The British Virgin Islands (BVI) is a group of islands in the Caribbean Sea located approximately 50 miles or 80 kilometers east of Puerto Rico. The BVI is a British Dependent Territory which became self-governing in 1967 and is a member of the British Commonwealth. Since introducing its International Business Company (IBC) legislation in 1984, the BVI offshore financial services sector has flourished and is now the world’s most popular offshore centre with around 800,000 companies incorporated. The newly enacted Business Companies Act should further enhance the jurisdiction’s popularity.
For further information, please visit www.bvifsc.vg.

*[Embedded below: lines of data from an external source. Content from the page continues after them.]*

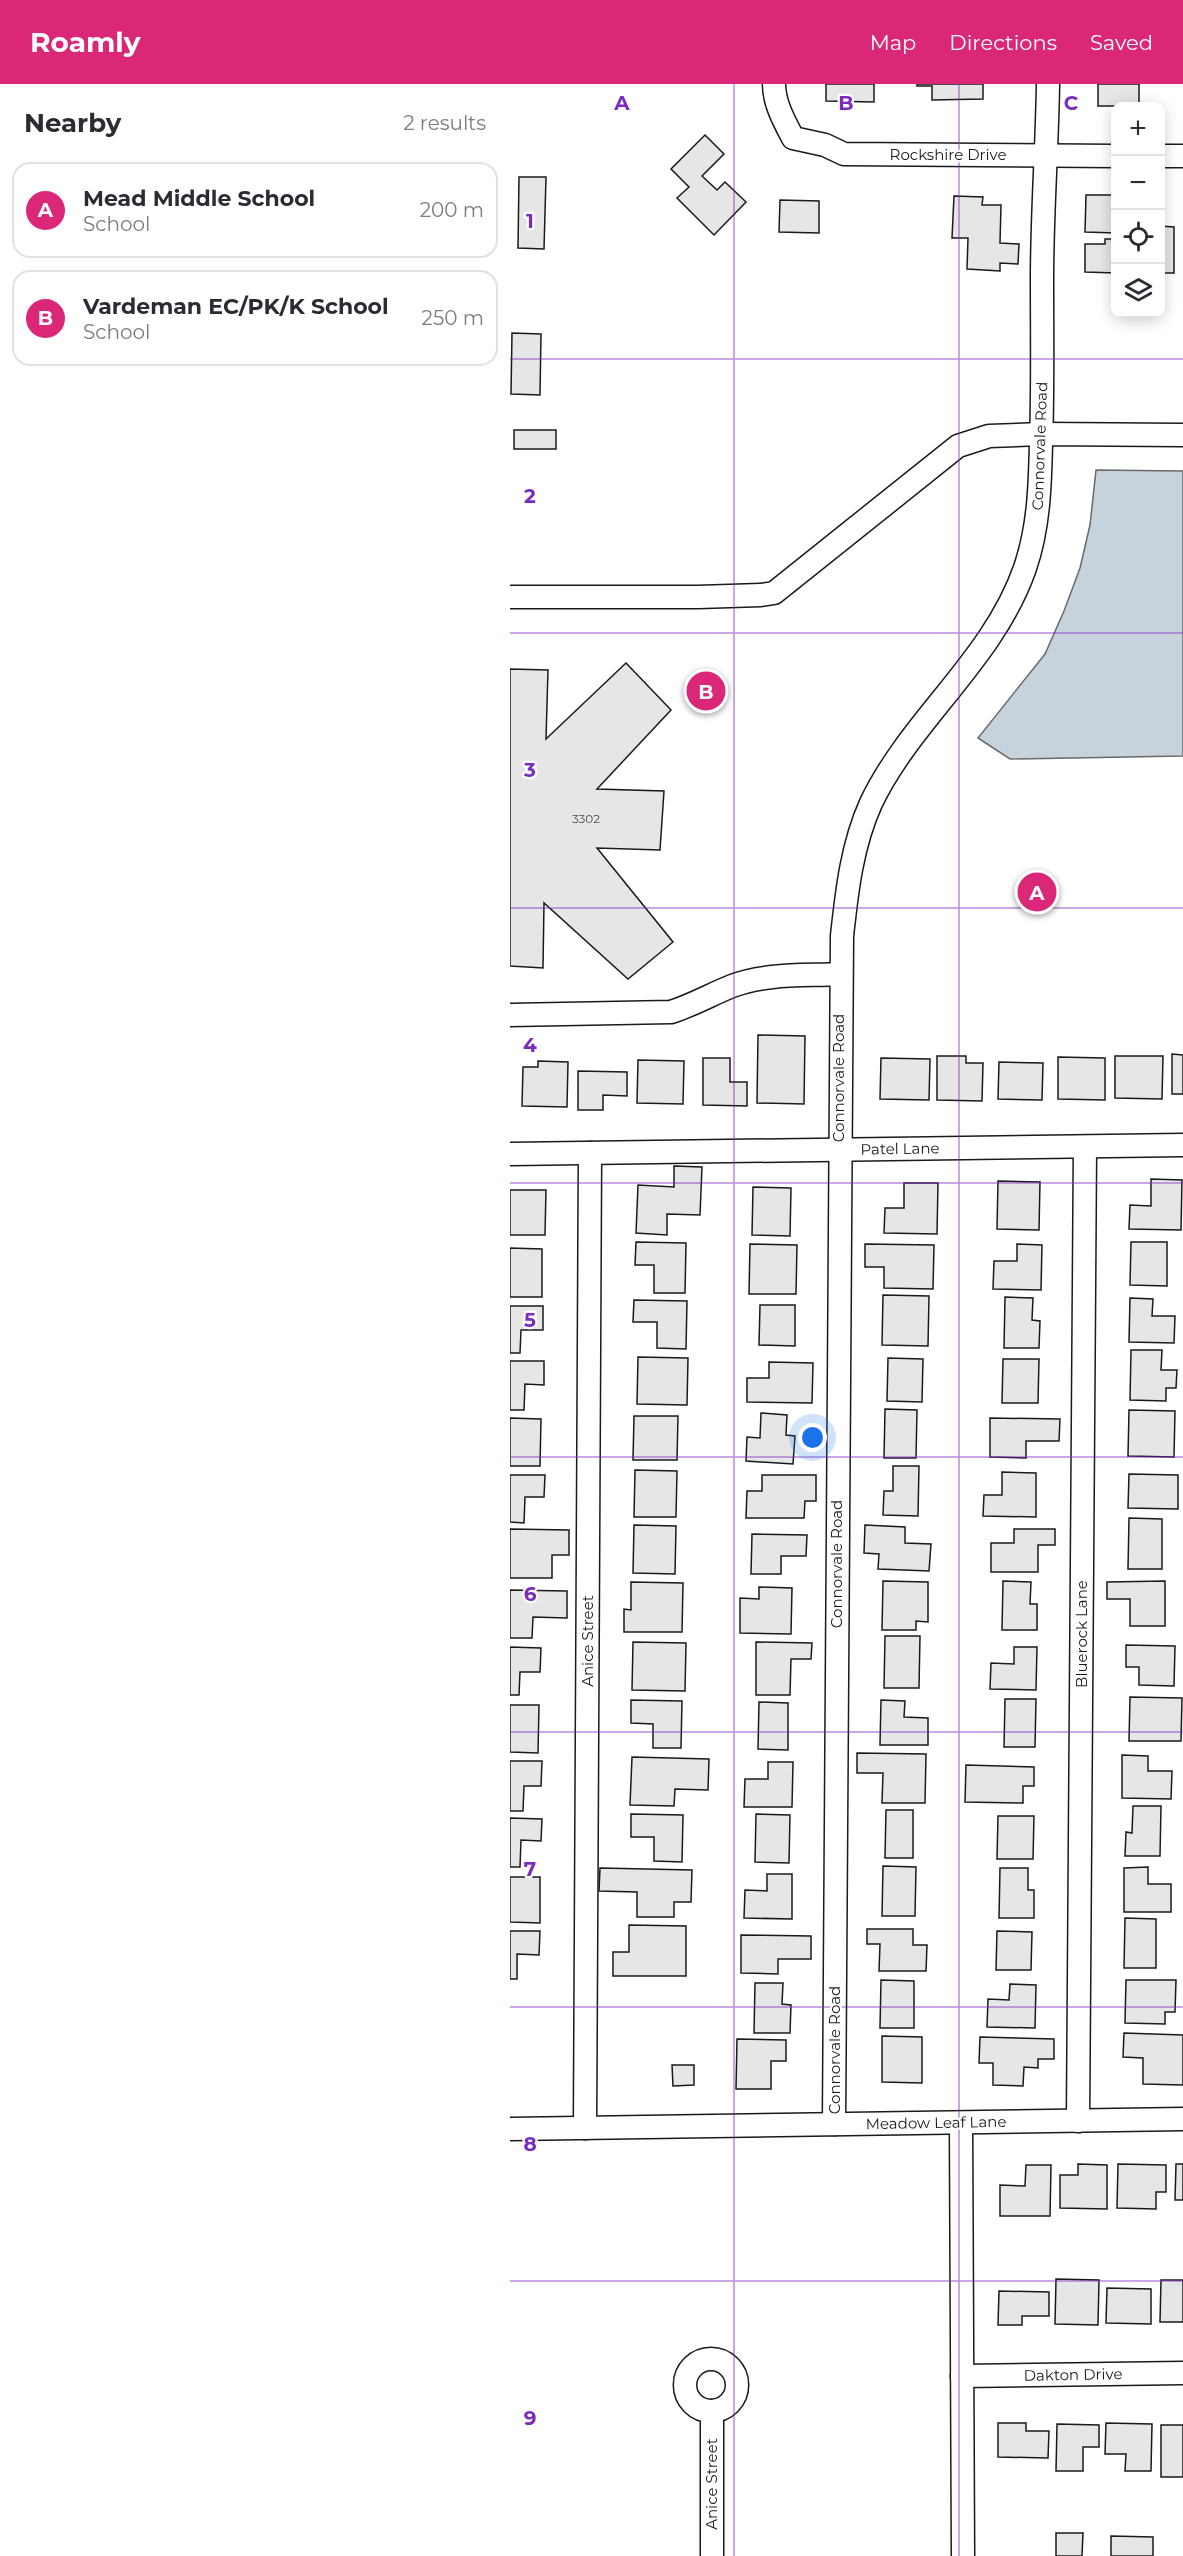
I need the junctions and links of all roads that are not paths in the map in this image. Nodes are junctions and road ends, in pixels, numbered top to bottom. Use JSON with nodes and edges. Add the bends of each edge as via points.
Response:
{"nodes":[{"id":1,"x":774,"y":84,"type":"edge"},
{"id":2,"x":1048,"y":84,"type":"edge"},
{"id":3,"x":1047,"y":156,"type":"junction"},
{"id":4,"x":1111,"y":156,"type":"edge"},
{"id":5,"x":1165,"y":156,"type":"edge"},
{"id":6,"x":1183,"y":156,"type":"edge"},
{"id":7,"x":1041,"y":434,"type":"junction"},
{"id":8,"x":1183,"y":435,"type":"edge"},
{"id":9,"x":510,"y":597,"type":"edge"},
{"id":10,"x":840,"y":974,"type":"junction"},
{"id":11,"x":510,"y":1015,"type":"edge"},
{"id":12,"x":1183,"y":1145,"type":"edge"},
{"id":13,"x":1085,"y":1147,"type":"junction"},
{"id":14,"x":839,"y":1150,"type":"junction"},
{"id":15,"x":590,"y":1153,"type":"junction"},
{"id":16,"x":510,"y":1154,"type":"edge"},
{"id":17,"x":1183,"y":2120,"type":"edge"},
{"id":18,"x":1078,"y":2121,"type":"junction"},
{"id":19,"x":961,"y":2123,"type":"junction"},
{"id":20,"x":834,"y":2124,"type":"junction"},
{"id":21,"x":585,"y":2128,"type":"junction"},
{"id":22,"x":510,"y":2129,"type":"edge"},
{"id":23,"x":1183,"y":2373,"type":"edge"},
{"id":24,"x":962,"y":2376,"type":"junction"},
{"id":25,"x":712,"y":2411,"type":"dead end"},
{"id":26,"x":712,"y":2556,"type":"edge"},
{"id":27,"x":963,"y":2556,"type":"edge"}],
"edges":[{"from":1,"to":3,"type":"street","name":"Rockshire Drive","via":[[774,94],[793,138],[844,154]]},
{"from":2,"to":3,"type":"street","name":"Connorvale Road"},
{"from":3,"to":4,"type":"street","name":"Rockshire Drive"},
{"from":3,"to":7,"type":"street","name":"Connorvale Road"},
{"from":5,"to":6,"type":"street"},
{"from":7,"to":8,"type":"street"},
{"from":7,"to":9,"type":"street","via":[[989,436],[958,446],[774,592],[698,597]]},
{"from":7,"to":10,"type":"street","name":"Connorvale Road","via":[[1039,508],[1025,569],[994,632],[906,747],[871,803],[849,869]]},
{"from":10,"to":11,"type":"street","via":[[765,978],[733,986],[671,1012]]},
{"from":10,"to":14,"type":"street","name":"Connorvale Road"},
{"from":12,"to":13,"type":"street","name":"Patel Lane"},
{"from":13,"to":14,"type":"street","name":"Patel Lane"},
{"from":13,"to":18,"type":"street","name":"Bluerock Lane"},
{"from":14,"to":15,"type":"street","name":"Patel Lane"},
{"from":14,"to":20,"type":"street","name":"Connorvale Road"},
{"from":15,"to":16,"type":"street","name":"Patel Lane"},
{"from":15,"to":21,"type":"street","name":"Anice Street"},
{"from":17,"to":18,"type":"street","name":"Meadow Leaf Lane"},
{"from":18,"to":19,"type":"street","name":"Meadow Leaf Lane"},
{"from":19,"to":20,"type":"street","name":"Meadow Leaf Lane"},
{"from":19,"to":24,"type":"street"},
{"from":20,"to":21,"type":"street","name":"Meadow Leaf Lane"},
{"from":21,"to":22,"type":"street","name":"Meadow Leaf Lane"},
{"from":23,"to":24,"type":"street","name":"Dakton Drive"},
{"from":24,"to":27,"type":"street"},
{"from":25,"to":26,"type":"street","name":"Anice Street"}]}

BVI’s legal system is based on English common law supplemented by local ordinances. There are no taxes levied on Business Companies with the exception of the annual government licence fee which is USD350 for companies with the number of authorised shares issued up to 50,000. Companies that fail to pay their licence fee by the due date are subject to penalties and those that fail to pay five months after the due date will be struck off the Register. There are no exchange controls or restrictions on the flow of currency in or out of the territory.
Every BVI company must have a Registered Agent and Registered Office in the BVI, provided by a licenced service provider.
Each company must have at least one director and corporate directors are permitted. However, under the Business Companies (Amendment) Act 2005 or “the New Act”, every newly incorporated company will be required to appoint first director within 6 months of the date of incorporation. The original or copy of the Register of Directors must be kept at the office of the Registered Agent but details of the directors do not appear on any public record, although there are provisions for optional filing of this information at the Registry of Corporate Affairs if required.
The company should have at least one shareholder and bearer shares are allowed. Under the new Act, bearer share certificates have to be held by an approved Custodian. The Register of Shareholders or a copy thereof should be kept at the office of the Registered Agent. Details of the shareholders do not appear on any public record, although there are provisions for optional filing of this information with the Registry of Corporate Affairs if required. For stamp duty reasons, it is advisable to keep the original register in the BVI.
There are no requirements for annual returns, annual meetings or audited accounts.
The BVI has attracted a healthy number of international accounting and law firms. There are at present, relatively few banks or financial institutions. The Registry of Corporate Affairs in the BVI has kept pace with the increasing demand by ramping up its efficiency and embracing technical advancements.
There are no specific statutory provisions governing secrecy in relation to companies. However, statutory filing requirements are minimal and English common law, which applies to the jurisdiction, does impose a duty on professionals to keep the affairs of their clients confidential.